**The data**
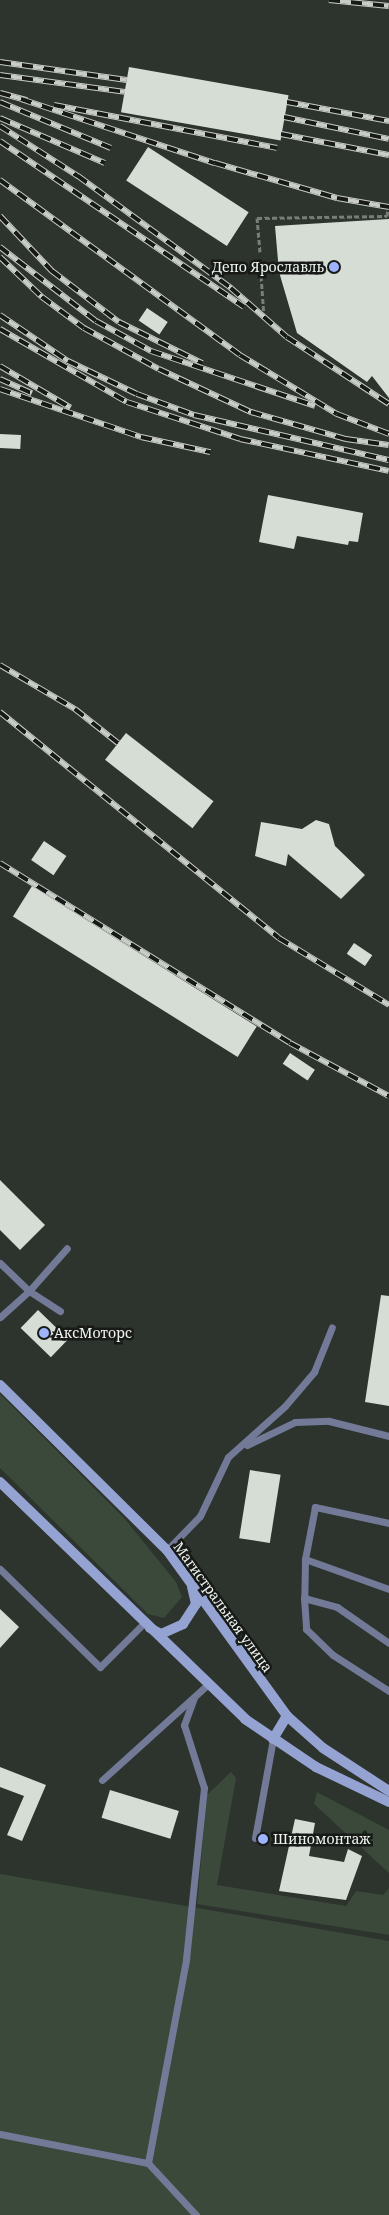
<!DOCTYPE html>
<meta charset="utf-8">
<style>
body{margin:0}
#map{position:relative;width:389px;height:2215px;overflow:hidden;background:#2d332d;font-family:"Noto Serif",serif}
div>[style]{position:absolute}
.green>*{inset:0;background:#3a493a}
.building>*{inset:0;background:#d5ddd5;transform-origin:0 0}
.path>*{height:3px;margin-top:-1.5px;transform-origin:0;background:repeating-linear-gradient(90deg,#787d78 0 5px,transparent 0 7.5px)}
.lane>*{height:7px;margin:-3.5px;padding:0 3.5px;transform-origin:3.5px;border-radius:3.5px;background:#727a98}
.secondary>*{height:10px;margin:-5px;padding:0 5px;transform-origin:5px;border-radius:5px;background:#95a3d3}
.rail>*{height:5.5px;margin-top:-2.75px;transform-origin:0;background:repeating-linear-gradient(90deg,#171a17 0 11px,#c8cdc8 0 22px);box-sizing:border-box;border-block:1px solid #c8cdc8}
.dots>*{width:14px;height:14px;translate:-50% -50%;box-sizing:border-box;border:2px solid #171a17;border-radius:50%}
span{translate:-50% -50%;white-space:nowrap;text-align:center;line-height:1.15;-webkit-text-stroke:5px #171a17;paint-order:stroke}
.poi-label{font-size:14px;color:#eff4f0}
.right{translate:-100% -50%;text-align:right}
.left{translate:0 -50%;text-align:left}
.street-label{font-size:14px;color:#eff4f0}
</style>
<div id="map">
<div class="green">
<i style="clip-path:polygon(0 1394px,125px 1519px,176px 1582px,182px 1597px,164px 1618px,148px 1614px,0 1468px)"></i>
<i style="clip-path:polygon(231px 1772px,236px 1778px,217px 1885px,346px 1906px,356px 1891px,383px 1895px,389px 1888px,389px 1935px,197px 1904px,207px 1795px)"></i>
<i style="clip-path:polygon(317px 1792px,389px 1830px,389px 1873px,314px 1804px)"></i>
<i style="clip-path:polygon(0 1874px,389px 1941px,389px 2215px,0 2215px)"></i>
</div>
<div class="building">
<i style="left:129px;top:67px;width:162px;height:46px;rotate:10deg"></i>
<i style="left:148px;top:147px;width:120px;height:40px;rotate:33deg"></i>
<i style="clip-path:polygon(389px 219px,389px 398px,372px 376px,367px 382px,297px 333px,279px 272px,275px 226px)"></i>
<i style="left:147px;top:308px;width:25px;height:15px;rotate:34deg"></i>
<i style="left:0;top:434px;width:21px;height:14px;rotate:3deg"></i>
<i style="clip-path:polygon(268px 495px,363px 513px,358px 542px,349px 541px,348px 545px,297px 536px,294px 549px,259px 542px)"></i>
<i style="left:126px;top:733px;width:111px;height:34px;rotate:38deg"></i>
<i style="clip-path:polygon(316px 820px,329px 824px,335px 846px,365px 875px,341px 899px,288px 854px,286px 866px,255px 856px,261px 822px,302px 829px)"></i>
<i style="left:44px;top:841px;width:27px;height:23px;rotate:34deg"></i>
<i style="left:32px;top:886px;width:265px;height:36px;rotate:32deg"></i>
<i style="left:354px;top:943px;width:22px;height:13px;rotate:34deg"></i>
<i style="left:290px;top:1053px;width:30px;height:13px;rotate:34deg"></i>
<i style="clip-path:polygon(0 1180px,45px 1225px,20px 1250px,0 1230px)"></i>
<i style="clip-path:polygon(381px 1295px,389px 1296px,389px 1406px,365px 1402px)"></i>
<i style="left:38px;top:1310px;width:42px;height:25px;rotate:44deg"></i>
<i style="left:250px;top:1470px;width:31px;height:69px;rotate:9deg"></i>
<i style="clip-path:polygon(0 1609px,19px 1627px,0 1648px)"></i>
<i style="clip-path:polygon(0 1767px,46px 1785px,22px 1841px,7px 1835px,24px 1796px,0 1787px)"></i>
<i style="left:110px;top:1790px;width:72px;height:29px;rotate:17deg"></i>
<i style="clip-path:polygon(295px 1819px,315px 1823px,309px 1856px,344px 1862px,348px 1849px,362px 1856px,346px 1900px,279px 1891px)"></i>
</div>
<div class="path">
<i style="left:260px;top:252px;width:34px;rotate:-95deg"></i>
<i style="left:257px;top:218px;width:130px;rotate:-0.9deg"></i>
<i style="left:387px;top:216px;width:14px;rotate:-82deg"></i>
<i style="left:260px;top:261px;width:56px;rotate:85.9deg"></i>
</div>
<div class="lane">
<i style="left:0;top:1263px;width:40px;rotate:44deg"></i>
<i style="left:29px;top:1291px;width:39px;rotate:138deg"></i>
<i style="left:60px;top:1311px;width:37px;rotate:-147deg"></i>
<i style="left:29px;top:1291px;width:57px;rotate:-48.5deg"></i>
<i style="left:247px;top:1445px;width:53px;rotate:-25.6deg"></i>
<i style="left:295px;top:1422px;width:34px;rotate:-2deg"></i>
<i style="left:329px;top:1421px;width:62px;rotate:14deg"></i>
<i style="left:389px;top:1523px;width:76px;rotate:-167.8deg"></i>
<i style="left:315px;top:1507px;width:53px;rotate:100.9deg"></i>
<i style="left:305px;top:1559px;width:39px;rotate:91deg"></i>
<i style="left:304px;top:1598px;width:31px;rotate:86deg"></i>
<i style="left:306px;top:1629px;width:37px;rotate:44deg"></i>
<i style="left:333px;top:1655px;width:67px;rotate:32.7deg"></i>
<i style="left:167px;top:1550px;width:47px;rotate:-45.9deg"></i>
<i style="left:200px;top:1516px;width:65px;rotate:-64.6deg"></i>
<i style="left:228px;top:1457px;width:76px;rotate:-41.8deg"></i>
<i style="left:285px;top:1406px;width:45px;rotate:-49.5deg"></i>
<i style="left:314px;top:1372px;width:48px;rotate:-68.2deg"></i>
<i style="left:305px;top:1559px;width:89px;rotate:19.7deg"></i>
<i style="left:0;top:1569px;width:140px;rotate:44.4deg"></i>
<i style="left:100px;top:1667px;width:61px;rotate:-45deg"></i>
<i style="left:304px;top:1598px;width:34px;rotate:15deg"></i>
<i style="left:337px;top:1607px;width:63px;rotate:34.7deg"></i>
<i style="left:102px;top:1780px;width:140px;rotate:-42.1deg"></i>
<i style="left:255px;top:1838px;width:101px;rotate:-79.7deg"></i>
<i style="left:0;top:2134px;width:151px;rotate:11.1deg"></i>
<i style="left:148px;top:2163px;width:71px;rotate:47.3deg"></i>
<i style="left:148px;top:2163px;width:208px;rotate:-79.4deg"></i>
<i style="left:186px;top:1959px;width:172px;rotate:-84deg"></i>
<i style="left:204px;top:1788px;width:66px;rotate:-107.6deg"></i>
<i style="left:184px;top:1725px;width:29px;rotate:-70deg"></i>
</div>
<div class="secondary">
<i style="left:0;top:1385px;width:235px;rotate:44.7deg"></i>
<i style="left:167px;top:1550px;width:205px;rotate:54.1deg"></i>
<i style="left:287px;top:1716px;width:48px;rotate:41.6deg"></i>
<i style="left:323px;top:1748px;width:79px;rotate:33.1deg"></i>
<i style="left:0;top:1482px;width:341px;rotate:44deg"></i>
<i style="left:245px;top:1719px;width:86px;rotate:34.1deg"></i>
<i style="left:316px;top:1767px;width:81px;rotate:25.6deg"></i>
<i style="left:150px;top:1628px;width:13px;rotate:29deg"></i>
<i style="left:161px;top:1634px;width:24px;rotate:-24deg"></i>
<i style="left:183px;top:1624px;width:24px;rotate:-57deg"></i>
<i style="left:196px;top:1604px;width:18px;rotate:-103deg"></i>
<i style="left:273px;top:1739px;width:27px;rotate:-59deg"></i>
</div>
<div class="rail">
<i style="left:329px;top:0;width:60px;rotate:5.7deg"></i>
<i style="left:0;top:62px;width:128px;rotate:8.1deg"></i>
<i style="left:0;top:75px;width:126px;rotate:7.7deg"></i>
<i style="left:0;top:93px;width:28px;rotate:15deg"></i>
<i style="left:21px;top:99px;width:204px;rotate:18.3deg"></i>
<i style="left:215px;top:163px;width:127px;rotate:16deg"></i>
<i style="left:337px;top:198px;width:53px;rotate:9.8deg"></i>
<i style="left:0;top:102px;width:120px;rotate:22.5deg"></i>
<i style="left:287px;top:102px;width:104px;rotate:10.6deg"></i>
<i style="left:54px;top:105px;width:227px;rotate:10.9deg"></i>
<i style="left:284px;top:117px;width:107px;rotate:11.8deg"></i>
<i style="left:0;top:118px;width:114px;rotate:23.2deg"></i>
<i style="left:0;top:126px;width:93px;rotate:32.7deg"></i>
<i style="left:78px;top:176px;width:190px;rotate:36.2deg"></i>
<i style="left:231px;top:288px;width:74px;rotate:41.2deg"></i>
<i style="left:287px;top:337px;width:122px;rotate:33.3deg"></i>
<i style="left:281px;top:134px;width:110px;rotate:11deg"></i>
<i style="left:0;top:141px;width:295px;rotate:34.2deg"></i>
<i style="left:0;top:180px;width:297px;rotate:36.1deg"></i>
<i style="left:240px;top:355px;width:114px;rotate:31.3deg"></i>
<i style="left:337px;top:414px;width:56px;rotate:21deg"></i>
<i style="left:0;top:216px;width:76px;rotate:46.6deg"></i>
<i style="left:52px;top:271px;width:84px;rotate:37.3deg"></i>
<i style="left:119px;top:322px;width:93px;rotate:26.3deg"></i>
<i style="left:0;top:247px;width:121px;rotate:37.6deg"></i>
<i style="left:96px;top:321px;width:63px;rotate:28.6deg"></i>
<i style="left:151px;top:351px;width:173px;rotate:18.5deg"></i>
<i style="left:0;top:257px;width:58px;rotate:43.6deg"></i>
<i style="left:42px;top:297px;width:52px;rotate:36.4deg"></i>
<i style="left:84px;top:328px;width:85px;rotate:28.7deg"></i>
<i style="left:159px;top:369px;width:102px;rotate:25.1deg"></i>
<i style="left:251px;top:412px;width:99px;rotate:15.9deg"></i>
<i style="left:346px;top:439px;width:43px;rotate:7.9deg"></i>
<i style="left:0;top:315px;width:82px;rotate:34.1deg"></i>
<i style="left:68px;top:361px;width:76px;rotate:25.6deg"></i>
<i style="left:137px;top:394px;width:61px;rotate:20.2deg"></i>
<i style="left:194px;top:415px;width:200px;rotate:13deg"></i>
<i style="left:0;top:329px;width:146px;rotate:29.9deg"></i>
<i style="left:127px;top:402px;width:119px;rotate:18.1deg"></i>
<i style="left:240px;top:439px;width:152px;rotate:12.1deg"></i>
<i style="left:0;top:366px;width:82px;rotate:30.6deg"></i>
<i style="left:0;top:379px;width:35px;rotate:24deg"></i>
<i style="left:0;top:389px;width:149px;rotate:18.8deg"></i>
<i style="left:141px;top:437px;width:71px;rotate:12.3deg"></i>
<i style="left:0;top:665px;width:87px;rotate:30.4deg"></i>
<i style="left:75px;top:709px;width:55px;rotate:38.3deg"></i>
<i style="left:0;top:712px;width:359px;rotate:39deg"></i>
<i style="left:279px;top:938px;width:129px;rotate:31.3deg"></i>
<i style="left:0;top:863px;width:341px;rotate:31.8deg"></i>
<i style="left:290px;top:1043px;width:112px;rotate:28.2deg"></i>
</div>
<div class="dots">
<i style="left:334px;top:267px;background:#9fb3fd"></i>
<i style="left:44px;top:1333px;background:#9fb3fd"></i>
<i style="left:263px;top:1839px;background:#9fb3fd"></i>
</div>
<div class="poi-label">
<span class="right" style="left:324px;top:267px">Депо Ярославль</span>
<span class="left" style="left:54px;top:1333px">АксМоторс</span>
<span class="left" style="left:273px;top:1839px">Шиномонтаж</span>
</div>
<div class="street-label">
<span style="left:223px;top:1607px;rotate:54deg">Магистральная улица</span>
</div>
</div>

**Task to complete**
Without any pictures, output exactly the lines from the start of the material through the line that contains "0 5px,transparent 0", and only those.

**Response area**
<!DOCTYPE html>
<meta charset="utf-8">
<style>
body{margin:0}
#map{position:relative;width:389px;height:2215px;overflow:hidden;background:#2d332d;font-family:"Noto Serif",serif}
div>[style]{position:absolute}
.green>*{inset:0;background:#3a493a}
.building>*{inset:0;background:#d5ddd5;transform-origin:0 0}
.path>*{height:3px;margin-top:-1.5px;transform-origin:0;background:repeating-linear-gradient(90deg,#787d78 0 5px,transparent 0 7.5px)}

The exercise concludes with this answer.